⛓TRAPTHEORY #0⛓
Partirò dal personale perchè non saprei da dove altro partire.
Ho sempre amato il rap. Ho iniziato ad ascoltarlo, tardi verso i 15 anni, perché fino a quel momento non mi interessava molto la musica. Da allora è stato un grande amore sempre in crescita che mi ha portato ad appassionarmi di altri generi e a desiderare di conoscere sempre di piu tutto questo mondo. A scuola mi hanno sempre detto che sapevo scrivere discretamente e, lungo la strada, devo aver sviluppato anche io questa convinzione. Per questo mi sono trovato a scrivere di rap, sicuro di esserne capace. In realtà tutta questa passione e questa knowledge non hanno portato che ad un paio di articoli nel 2017. Uno di questi, sull’allora emergente Smooky Margiela, mi portò persino in contatto con il suo manager. Tuttavia, sono rimasto sempre troppo pigro e scostante (oltre ad aver vissuto un anno turbolento) per intraprendere seriamente questo percorso.
Tangenzialmente, ho frequentato la facoltà di filosofia a Torino e sono ormai prossimo alla laurea. Questo mi ha portato a sviluppare ancora più velleità letterarie, arricchite dal barocco dei concetti filosofici. Non ho mai visto un gap tra le mie passioni e i miei studi.

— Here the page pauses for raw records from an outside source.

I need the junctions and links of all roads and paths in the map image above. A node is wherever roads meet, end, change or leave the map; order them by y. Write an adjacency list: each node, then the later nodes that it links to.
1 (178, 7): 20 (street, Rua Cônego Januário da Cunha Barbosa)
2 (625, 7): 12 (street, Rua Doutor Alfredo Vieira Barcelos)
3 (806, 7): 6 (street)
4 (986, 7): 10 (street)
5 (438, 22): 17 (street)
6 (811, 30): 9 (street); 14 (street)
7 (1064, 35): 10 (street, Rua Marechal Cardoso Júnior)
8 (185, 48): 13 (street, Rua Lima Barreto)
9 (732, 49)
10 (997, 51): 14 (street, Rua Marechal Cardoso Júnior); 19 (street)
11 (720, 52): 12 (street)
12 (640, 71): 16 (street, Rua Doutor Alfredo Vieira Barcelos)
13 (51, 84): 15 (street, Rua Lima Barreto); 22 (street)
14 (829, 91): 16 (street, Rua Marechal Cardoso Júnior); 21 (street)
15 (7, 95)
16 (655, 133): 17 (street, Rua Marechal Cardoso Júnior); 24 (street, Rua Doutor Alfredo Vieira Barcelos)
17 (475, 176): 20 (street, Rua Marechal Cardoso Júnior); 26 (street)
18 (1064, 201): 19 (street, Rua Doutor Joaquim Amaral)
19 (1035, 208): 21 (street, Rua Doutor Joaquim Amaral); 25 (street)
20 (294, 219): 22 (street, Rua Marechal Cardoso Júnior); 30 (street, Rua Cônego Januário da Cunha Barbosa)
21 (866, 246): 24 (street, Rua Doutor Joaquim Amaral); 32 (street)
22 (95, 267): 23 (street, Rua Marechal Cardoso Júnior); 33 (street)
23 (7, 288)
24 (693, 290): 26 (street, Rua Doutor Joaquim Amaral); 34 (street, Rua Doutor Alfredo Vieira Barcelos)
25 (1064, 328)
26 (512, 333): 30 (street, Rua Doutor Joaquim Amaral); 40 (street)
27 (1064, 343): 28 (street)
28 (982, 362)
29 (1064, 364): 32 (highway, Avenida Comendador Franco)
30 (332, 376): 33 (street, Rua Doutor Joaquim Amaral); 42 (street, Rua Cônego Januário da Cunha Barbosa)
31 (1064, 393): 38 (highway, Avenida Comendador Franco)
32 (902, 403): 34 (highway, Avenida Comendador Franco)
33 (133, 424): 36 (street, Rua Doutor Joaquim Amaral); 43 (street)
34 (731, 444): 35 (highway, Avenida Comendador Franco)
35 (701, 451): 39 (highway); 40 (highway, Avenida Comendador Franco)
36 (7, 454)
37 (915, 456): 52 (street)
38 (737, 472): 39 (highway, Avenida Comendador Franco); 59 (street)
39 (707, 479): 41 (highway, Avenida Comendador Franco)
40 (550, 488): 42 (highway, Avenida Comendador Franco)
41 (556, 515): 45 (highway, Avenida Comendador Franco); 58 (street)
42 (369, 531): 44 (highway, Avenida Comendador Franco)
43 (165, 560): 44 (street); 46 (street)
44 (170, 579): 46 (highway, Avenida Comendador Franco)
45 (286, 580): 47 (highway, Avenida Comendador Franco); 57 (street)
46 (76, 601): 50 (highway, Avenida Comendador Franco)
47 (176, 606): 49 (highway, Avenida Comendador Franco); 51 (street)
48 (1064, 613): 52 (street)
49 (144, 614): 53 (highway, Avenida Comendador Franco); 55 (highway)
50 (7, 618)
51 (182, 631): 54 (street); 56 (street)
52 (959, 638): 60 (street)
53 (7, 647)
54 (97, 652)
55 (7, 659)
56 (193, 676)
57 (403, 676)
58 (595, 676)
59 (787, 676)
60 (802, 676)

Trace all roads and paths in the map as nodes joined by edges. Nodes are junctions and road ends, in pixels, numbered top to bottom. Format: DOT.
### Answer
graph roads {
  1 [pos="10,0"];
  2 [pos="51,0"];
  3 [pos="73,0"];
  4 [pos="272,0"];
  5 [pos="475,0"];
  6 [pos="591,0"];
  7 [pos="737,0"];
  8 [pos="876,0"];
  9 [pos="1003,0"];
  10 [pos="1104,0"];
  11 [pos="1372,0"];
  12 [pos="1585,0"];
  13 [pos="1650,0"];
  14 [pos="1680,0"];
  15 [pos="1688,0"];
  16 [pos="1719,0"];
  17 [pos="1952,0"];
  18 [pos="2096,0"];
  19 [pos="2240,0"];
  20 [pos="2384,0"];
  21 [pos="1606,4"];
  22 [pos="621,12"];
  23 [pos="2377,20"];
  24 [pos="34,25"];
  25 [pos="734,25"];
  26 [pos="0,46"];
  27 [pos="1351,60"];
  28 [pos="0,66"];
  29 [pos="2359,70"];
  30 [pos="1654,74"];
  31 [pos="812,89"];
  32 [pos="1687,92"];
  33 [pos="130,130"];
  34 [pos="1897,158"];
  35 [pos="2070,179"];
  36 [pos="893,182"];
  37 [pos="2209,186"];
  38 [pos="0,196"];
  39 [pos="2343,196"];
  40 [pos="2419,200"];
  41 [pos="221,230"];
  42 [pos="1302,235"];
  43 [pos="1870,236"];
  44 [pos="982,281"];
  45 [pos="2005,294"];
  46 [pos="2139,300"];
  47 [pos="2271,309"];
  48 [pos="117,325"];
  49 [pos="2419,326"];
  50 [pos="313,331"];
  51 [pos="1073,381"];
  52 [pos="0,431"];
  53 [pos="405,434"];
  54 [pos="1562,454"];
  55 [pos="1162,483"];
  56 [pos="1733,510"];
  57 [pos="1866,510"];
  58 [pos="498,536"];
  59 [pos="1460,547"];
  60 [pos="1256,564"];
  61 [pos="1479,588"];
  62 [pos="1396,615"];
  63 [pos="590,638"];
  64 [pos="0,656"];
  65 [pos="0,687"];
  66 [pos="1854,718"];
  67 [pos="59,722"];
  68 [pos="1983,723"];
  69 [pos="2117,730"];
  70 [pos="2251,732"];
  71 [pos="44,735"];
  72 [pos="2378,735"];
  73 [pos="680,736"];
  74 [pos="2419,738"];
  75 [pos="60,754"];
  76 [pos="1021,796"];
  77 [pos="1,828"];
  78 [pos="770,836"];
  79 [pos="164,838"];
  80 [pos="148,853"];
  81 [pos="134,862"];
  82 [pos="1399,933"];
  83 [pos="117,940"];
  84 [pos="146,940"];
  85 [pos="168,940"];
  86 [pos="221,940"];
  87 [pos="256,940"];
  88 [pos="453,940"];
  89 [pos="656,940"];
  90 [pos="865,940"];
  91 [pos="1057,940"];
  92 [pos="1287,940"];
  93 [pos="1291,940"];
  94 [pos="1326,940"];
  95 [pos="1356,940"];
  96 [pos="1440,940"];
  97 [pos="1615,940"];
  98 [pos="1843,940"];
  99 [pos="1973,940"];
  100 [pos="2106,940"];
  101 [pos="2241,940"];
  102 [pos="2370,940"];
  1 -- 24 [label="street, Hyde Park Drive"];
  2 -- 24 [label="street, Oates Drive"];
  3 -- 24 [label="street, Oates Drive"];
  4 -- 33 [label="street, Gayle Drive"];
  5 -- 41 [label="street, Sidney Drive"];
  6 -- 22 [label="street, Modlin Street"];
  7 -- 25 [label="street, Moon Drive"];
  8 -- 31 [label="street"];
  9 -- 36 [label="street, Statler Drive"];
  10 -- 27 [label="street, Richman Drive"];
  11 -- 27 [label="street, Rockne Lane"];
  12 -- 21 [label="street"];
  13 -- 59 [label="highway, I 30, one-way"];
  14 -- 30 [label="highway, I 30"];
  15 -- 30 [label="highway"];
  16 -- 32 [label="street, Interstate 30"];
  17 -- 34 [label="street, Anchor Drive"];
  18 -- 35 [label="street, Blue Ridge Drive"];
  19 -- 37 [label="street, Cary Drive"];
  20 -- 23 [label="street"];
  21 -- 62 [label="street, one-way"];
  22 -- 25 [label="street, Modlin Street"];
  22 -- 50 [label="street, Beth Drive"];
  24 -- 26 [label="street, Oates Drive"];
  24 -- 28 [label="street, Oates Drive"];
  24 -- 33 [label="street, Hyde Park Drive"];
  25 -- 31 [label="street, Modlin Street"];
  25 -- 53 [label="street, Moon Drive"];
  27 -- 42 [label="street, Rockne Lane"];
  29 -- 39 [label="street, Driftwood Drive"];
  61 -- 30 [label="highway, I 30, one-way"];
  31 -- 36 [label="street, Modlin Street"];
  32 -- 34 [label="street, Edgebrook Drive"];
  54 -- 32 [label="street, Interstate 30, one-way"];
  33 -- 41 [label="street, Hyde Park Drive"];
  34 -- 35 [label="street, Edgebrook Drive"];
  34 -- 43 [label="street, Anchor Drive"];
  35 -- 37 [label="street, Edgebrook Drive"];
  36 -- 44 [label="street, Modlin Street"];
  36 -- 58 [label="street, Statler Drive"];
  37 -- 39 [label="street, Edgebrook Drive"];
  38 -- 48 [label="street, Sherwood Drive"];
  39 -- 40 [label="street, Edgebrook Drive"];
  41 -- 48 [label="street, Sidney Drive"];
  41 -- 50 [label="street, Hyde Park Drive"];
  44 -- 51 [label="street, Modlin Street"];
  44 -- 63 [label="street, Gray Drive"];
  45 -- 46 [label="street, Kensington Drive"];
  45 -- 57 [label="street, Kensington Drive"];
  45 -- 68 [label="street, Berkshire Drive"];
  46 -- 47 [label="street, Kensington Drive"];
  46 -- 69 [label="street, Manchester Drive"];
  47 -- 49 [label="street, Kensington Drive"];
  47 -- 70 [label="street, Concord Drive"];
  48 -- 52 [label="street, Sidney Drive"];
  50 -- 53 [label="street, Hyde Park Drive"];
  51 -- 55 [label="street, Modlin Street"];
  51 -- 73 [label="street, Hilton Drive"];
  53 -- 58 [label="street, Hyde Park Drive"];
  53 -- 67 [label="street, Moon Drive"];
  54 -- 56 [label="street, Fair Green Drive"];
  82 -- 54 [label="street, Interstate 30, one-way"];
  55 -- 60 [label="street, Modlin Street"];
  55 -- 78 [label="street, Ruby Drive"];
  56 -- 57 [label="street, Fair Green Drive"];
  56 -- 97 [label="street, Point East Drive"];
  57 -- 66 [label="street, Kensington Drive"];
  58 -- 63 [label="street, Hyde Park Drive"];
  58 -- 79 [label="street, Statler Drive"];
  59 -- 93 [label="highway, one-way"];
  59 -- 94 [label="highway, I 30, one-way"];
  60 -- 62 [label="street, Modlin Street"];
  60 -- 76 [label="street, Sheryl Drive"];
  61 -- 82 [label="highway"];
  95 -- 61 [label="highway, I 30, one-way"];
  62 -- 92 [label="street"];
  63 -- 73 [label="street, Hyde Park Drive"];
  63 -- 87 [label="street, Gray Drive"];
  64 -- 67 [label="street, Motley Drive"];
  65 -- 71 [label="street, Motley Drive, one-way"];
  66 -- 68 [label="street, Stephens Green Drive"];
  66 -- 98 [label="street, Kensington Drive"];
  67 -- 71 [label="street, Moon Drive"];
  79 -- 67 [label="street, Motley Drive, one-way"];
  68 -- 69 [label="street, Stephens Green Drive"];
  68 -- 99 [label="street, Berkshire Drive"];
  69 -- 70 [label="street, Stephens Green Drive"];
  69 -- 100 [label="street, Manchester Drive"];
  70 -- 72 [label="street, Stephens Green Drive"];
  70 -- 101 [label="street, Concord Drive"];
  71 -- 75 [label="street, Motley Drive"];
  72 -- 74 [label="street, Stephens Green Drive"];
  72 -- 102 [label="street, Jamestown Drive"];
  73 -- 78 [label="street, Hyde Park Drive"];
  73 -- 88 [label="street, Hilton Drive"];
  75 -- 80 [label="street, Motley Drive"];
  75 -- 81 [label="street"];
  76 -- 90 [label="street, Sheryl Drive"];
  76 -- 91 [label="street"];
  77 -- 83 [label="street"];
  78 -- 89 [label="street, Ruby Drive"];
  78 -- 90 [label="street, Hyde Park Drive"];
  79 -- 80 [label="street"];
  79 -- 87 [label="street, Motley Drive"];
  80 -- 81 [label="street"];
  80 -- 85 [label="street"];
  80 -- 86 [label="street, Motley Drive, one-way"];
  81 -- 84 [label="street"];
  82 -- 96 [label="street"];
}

Usare i concetti della teoria per capire la musica è da allora un mio pallino fisso: in primis, perché la musica va sempre contestualizzata e ascoltata con consapevolezza (anche Versace dei Migos esprime qualcosa) e, in secondo luogo, perchè la teoria, l’Empireo delle Idee, deve scendere al livello del mondo reale, sporcarsi le mani con le sue produzioni in modo tale da diventare più comprensibile e più utile per tutti. Questa banale constatazione sarà la golden rule di quello che andrò a scrivere su questo profilo Medium, cercando di mantenere una costanza (quasi) giornaliera e un certo livello di interesse. Non è nulla di nuovo né nulla di significativo. Semplicemente, c’è qui una persona che ha letto troppo Mark Fisher ed ascolta troppi dischi al giorno per non volerne parlare in modo (spero) originale. Pace.